- TASK BRIEF
Using "main" as the search string, find the matching lines below and copy them.

- DATA TO EXAMINE
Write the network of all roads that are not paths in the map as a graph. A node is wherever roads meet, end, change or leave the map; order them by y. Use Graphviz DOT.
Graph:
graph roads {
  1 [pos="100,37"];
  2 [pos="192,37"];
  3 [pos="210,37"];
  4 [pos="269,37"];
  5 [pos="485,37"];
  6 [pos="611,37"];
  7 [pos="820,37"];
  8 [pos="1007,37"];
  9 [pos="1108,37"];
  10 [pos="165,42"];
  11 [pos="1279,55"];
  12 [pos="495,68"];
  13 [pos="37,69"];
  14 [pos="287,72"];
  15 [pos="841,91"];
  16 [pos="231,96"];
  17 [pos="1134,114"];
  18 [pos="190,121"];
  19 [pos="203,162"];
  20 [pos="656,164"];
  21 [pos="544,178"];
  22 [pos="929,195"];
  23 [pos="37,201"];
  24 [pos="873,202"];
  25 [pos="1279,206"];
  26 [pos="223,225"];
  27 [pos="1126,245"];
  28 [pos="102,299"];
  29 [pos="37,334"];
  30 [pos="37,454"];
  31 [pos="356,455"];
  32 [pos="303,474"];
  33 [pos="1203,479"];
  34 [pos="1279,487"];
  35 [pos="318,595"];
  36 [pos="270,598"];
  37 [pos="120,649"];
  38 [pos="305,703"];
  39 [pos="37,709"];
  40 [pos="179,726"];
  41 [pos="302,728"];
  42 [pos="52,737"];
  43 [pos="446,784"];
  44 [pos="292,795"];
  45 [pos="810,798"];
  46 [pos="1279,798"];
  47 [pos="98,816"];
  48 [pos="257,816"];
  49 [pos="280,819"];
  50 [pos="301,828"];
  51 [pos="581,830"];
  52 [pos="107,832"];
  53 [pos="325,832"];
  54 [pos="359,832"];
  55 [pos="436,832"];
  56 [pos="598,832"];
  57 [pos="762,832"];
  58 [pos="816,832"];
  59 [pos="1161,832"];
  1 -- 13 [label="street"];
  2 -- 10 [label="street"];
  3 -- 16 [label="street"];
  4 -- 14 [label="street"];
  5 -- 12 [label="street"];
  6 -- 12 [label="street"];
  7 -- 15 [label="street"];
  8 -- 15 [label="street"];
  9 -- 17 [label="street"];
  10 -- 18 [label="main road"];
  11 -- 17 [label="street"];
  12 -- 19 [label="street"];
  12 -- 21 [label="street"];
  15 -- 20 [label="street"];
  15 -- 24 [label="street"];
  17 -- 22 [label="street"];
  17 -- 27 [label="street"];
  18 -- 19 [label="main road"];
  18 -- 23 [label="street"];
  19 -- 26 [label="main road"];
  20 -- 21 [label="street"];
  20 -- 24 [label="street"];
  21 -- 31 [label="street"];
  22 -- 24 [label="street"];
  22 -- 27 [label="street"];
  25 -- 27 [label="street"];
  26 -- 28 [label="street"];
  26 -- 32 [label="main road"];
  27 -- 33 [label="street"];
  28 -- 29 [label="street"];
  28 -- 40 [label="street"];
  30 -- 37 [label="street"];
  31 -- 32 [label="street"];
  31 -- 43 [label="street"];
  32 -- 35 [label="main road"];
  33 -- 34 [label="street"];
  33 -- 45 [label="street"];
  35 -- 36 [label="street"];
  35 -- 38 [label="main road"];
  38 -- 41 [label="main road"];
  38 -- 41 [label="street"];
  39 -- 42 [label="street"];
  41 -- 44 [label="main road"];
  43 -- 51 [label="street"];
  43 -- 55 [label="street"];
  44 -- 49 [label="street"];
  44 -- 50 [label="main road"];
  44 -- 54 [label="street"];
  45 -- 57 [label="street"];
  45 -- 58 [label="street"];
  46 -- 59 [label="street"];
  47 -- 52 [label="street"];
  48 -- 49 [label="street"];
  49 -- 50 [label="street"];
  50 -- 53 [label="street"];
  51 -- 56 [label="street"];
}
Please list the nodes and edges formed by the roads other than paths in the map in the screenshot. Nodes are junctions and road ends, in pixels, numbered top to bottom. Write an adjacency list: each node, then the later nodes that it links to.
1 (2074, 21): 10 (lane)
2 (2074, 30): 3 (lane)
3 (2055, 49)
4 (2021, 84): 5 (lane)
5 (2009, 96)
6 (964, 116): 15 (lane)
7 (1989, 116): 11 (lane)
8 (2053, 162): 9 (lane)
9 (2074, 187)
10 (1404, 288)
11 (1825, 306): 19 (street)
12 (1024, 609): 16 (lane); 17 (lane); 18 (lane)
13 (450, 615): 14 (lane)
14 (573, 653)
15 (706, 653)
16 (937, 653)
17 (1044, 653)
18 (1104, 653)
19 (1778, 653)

- TASK RESPONSE
  10 -- 18 [label="main road"];
  18 -- 19 [label="main road"];
  19 -- 26 [label="main road"];
  26 -- 32 [label="main road"];
  32 -- 35 [label="main road"];
  35 -- 38 [label="main road"];
  38 -- 41 [label="main road"];
  41 -- 44 [label="main road"];
  44 -- 50 [label="main road"];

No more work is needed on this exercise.